Friday, March 26, 2010
My Brother
Mom tells me today "Daniel is leaving mid-April for New York for good." I wanted to cry. I feel like I finally found my brother not that he was lost but we never knew much about each other. We are eight years apart and had very different childhoods. I left the house when he was ten and missed out on most of his football and basketball games. You know all of the cool stuff you do in high school. I did not see him go to prom or meet any of his high school girlfriends. I was gone for most of his teenage years when it would have been nice to have someone to lean on. I never have regrets or look back on past mistakes but I would have enjoyed seeing him grow up into a man. The brother I know now is amazing with kids, shy at times, very competitive, and funny. He is really funny when it comes to making fun of our parents! He is has a huge heart when it comes to family matters which makes him an ideal catch. I do not want him to leave because I feel like I have so much more to learn about him and from him. So, why is he moving? He met a girl he claims "she is the one" and I have all the hope in the world that indeed "she is the one". I want him to discover the world and hold on to his dreams.
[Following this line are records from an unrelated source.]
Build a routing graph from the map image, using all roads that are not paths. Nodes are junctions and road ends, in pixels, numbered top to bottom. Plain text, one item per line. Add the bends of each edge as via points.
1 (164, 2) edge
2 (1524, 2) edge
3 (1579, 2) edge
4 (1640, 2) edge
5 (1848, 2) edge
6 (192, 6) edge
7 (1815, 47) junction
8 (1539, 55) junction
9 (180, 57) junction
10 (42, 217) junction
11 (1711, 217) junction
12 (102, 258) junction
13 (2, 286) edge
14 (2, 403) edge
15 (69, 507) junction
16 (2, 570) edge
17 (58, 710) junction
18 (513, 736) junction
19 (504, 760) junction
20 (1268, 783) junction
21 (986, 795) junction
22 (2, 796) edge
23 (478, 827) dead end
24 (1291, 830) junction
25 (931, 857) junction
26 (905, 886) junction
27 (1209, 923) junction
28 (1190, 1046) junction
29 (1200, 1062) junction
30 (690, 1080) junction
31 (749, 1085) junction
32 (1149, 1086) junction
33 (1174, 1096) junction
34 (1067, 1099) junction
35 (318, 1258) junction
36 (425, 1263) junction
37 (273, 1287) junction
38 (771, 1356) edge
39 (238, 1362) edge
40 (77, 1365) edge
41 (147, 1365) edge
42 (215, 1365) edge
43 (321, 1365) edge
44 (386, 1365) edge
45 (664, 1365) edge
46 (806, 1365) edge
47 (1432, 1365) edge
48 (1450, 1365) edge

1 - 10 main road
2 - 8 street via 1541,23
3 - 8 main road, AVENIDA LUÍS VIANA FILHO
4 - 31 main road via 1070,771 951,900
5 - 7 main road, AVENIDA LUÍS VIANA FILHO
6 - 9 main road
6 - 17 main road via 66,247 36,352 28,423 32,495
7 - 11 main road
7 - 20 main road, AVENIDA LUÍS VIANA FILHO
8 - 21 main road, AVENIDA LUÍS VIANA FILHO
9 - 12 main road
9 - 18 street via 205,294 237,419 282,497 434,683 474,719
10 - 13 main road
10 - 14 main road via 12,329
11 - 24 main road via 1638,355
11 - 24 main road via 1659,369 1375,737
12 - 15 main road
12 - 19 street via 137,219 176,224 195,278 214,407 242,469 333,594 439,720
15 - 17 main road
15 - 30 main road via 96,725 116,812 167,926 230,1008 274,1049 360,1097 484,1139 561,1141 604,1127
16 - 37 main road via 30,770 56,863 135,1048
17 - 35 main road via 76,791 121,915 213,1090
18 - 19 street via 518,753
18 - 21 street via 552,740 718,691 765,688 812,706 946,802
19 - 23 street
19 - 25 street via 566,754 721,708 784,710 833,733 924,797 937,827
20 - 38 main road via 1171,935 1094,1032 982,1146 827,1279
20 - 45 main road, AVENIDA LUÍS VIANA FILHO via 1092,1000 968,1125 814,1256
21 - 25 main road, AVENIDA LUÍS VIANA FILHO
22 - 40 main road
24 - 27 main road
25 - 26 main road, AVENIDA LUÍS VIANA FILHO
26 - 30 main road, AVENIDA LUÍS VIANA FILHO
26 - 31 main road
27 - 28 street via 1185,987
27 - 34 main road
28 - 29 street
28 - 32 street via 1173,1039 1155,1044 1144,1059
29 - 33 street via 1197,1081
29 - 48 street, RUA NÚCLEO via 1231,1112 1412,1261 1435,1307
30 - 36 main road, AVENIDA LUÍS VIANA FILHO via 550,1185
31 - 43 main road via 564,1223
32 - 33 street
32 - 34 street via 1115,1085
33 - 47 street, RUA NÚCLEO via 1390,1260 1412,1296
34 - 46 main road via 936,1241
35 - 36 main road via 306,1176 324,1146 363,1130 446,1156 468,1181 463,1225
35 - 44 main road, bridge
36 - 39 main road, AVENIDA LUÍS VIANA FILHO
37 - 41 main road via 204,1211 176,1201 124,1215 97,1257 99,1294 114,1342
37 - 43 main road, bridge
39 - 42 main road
I want to see him soar in life. But, I know nothing about her and that scares me. Because, it makes me think he will slip away.Or worse yet we will both fade into our lives and forget we are brother and sister. Forget we have another person in the world that shares our DNA. Also, the weirdness that bonds us forever to our family. My Dear Brother, hold true to your dreams, keep your heart open to everything, and make your love strong and stable with her. But, most of all do not forget me!